Luvsandorjiin Sandagdorj

Personal information
- Full name: Luvsandorjiin Sandagdorj Лувсандоржийн Сандагдорж
- Date of birth: 25 October 1934 (age 91)
- Place of birth: Ulaanbaatar, Mongolia
- Position: Midfielder

International career
- Years: Team / Apps / (Gls)
- 1958–1960: Mongolia

Managerial career
- 1975–1999: Mongolia (consultant)
- 1989–1994: Zamchin FC
- 1995–1997: Monsol FC
- 1997–1998: Delger FC
- 1999–2000: Mongolia

= Luvsandorjiin Sandagdorj =

Mongolian footballer and manager

Luvsandorjiin Sandagdorj (Лувсандоржийн Сандагдорж; born 25 October 1934 in Ulaanbaatar) is a Mongolian professional football manager.

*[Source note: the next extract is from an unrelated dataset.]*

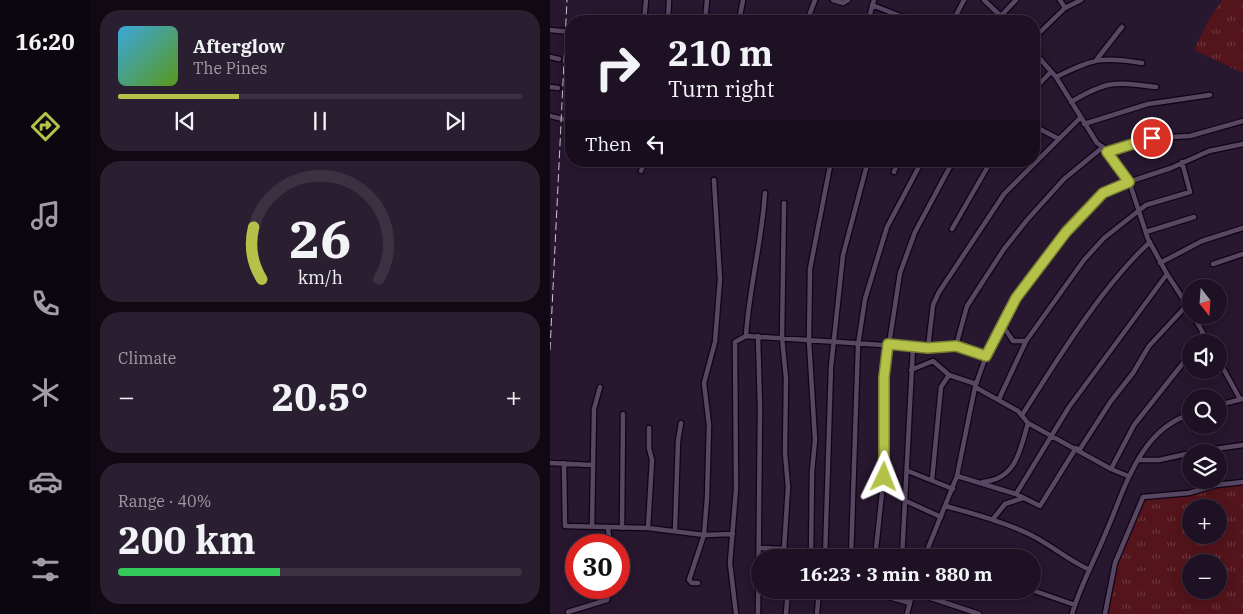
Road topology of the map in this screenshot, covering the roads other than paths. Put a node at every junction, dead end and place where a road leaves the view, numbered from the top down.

From February 1999 to January 2000 he was coach of the Mongolia national football team.

== Career ==
He made his international debut for Mongolia national football team in 1958. From 1975 until 1999, he worked as a consultant of the national football team in the Mongolian Football Federation. In 1989-1994, he coached the Zamchin FC. Later, he coached clubs Monsol FC and Delger FC. In 1999-2000, he was head coach of the Mongolia national football team, and then worked in the MFF Grassroots Football (1999-2007).